Canadian wireless companies respond to spectre of Verizon’s arrival into market
MONTREAL — Even though it has yet to confirm it is coming to Canada, Verizon is already having a major influence on the cellphone market here.
Canadians need look no further than new data-sharing plans that made their debut this summer in what is generally seen as a response by Canadian wireless companies to the looming threat of competition from the U.S. telecom giant.
Rogers (TSX:RCI.B), Telus (TSX:T) and Bell (TSX:BCE) now all offer data-sharing plans that allow mobile phone and tablet users in a household to share one data package with a set amount of monthly data usage to do things like surf the Internet.
Telecom analyst Iain Grant said the response to Verizon’s potential move into the Canadian market has made the major telecoms “sharpen their pencils and start giving Canadians better deals.”
“This all came about mostly as the spectre of Verizon looming over the Canadian market place,” said Grant, managing director of the SeaBoard Group. “In the U.S., they’ve recognized many accounts, many households and (given) them a data-sharing plan.”
Big carrier Verizon, which has about 100 million subscribers, has been offering shared data plans for more than a year and other major carriers such as AT&T and Sprint have followed suit.
There were predictions earlier this summer that Verizon was considering entering the Canadian market when it reportedly made an initial offer for Wind Mobile and started talks with Mobilicity, two smaller wireless companies.
But the Globe and Mail recently reported that Verizon is putting off a potential acquisition of new players and may only participate in the January 2014 auction for wireless spectrum, which will see telecom companies bidding on radio waves needed to make cellphone networks operate.
Meanwhile, the introduction of two-year contracts brings Canada in line with most other countries.
The big three carriers have launched them for the important back-to-school and holiday seasons as they move consumers away from three-year contracts in advance of new rules set by the CRTC, Canada’s telecommunications watchdog, that take effect on Dec. 2.
Three-year cellphone contracts were a hot-button issue for many Canadians, who complained to the CRTC that they were locked into the contracts for too long and missed the launch of upgrades for new smartphones.
Telus CEO Darren Entwistle noted the two-year price plans his company has launched are similar to what Verizon offers in the U.S. market and might not mean prices will go lower if Verizon comes to Canada.
“So I think it’s less likely that there’s going to be a price war,” Entwistle said recently.

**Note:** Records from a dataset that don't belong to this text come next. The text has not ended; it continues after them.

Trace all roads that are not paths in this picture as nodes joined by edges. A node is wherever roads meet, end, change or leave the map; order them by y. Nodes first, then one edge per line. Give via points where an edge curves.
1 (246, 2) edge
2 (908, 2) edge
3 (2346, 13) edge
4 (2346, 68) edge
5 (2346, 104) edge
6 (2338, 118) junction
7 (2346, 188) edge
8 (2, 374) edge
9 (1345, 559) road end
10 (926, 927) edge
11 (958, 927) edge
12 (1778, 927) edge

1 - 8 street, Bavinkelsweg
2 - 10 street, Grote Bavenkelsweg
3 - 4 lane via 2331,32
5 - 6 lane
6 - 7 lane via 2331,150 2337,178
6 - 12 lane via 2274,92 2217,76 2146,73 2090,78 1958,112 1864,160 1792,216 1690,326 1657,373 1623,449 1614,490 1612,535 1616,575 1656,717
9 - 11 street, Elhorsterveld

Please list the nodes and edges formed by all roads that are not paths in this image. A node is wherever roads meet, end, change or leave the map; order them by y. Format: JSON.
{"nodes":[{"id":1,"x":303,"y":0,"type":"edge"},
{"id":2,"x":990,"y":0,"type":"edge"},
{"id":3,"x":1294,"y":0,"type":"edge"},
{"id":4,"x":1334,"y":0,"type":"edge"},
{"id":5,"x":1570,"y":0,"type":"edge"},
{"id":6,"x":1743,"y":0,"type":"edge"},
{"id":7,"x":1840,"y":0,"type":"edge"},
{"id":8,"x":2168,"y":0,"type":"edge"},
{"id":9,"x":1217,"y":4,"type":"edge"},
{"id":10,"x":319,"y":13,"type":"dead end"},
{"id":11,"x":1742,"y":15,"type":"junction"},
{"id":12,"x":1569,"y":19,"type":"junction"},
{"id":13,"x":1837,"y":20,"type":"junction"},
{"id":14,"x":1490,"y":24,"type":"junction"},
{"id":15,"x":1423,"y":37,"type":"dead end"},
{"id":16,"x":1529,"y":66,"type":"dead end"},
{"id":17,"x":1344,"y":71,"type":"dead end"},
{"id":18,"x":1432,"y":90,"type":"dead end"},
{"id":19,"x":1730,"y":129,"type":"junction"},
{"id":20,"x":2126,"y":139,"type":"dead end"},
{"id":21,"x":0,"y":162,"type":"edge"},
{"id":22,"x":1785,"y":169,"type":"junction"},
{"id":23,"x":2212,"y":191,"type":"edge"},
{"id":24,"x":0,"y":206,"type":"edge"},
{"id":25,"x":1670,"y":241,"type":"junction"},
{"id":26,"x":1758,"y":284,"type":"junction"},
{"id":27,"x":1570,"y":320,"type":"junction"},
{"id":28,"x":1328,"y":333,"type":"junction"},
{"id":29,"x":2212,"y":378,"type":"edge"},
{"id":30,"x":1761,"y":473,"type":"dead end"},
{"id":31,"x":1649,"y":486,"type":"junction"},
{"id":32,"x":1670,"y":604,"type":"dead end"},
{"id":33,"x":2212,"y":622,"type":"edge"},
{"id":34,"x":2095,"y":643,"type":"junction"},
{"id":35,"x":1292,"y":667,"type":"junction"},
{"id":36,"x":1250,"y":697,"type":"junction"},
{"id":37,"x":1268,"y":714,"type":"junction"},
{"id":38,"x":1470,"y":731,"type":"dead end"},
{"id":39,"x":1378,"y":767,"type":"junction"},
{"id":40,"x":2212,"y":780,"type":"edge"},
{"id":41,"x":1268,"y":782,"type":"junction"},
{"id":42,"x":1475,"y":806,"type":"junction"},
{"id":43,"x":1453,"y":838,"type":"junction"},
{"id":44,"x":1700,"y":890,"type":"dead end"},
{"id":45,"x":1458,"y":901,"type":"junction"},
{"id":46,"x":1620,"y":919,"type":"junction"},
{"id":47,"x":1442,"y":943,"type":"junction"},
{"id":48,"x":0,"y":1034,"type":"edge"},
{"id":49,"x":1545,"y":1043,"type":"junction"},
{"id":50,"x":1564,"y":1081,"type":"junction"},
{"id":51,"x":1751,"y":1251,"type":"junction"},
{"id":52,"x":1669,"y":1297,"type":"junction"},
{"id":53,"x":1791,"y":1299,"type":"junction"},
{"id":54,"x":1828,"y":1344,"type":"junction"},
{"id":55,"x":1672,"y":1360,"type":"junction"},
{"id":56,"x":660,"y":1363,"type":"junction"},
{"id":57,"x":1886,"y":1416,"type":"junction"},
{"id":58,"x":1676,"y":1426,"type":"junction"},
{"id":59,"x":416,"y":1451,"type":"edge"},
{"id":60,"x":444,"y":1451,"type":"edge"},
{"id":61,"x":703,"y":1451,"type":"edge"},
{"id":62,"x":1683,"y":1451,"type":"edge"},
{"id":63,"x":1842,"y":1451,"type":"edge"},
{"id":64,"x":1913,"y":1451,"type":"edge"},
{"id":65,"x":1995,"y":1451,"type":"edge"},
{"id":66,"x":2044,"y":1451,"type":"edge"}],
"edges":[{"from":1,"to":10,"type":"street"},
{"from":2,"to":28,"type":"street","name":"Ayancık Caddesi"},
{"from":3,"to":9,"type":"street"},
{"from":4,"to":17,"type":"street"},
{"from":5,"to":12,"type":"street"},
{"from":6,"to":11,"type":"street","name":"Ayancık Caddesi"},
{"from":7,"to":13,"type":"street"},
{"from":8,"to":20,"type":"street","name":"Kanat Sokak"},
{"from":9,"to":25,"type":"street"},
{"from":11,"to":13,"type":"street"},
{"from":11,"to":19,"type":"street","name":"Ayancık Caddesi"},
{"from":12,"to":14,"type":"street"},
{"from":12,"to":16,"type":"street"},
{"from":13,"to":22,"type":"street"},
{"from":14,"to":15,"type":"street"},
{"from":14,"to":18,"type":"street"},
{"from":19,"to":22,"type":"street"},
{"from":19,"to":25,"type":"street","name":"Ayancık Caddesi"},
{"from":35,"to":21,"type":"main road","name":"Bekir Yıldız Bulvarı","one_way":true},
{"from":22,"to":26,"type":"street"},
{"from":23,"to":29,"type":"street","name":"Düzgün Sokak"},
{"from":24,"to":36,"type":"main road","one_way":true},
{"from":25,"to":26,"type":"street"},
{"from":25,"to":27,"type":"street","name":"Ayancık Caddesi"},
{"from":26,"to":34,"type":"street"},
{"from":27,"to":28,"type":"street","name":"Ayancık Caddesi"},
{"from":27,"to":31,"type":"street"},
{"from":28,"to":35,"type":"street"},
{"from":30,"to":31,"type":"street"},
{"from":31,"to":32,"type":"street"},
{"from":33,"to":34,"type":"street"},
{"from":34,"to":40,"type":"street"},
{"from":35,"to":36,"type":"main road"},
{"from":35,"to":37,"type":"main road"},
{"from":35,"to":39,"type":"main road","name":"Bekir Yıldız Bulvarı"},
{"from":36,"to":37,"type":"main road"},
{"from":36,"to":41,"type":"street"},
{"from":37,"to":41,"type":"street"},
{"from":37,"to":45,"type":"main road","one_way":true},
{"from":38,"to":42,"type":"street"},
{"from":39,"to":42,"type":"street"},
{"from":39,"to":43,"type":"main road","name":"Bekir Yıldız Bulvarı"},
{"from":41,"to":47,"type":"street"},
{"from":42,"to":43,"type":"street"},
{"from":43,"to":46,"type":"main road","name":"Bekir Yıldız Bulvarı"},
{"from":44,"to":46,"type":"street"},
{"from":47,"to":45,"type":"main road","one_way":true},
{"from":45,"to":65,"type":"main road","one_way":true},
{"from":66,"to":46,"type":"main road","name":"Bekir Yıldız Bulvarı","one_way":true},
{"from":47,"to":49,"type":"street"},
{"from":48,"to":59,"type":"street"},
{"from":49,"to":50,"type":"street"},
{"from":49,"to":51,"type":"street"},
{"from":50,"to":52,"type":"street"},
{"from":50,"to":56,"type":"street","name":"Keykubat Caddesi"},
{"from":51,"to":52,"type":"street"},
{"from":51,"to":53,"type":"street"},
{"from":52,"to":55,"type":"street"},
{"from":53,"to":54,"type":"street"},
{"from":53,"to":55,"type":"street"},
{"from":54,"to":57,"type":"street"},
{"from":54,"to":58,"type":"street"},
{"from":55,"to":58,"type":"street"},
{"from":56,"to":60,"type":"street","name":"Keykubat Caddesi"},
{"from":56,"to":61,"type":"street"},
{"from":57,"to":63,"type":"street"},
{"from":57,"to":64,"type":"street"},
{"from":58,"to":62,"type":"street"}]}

Analyst Troy Crandall said shared data plans on multiple smartphones and tablets would most benefit households with three or more members, but they would have to make sure they didn’t go over their monthly data limit.
Crandall noted, however, that with a two-year contract, both the amount consumers pay up front for their device and monthly rates have risen slightly.
“I would take all of these prices (offered) as being suggested prices and everything is negotiable,” said Crandall, of investment firm MacDougall, MacDougall and MacTier in Montreal.
Telus said that, with a family of four, the new prices would see parents pay $55 each a month for the latest iPhone, children charged $35 each for their mobile phones, and the family receiving features such as unlimited talking and texting.
Adding a tablet to the plan would cost $10 a month, while the cost of a three-gigabyte data plan would be $50. The total monthly bill would be approximately $240, instead of five separate bills under its two-year “SharePlus” plans.
Telus said savings would depend on what the family had previously subscribed to.
Rogers spokeswoman Patricia Trott said the increase in the average monthly plan ranges from $5 to $15 on a two-year contract. The $15 includes the addition of Canada-wide long distance talk and text, she said.
Consumers are now paying off their smartphones over two years instead of three and that means the price goes up, she said.
“When you do the calculation, the pricing has to go up per month if you’re going to make up for the cost of the phone. The cost of the phone doesn’t change,” Trott said.
For example, an iPhone 5 costs $699. Telus is asking consumers to put down $199 on the phone, comparable to Verizon or AT&T, up from $179, said Brent Johnston, president of mobility solutions at Telus (TSX:T).
That leaves a balance of $500 over 24 months, which works out to $20.83 — a monthly increase of $6.40, he said.
Bell’s Claire Gillies said subsidies to help buy smartphones have always been important to consumers.
“It’s been our findings over 28-some years of our history that customers have chosen a lower upfront price and preferred to pay a little bit more each month as a model,” said Gillies, vice-president of marketing campaigns at Bell (TSX:BCE).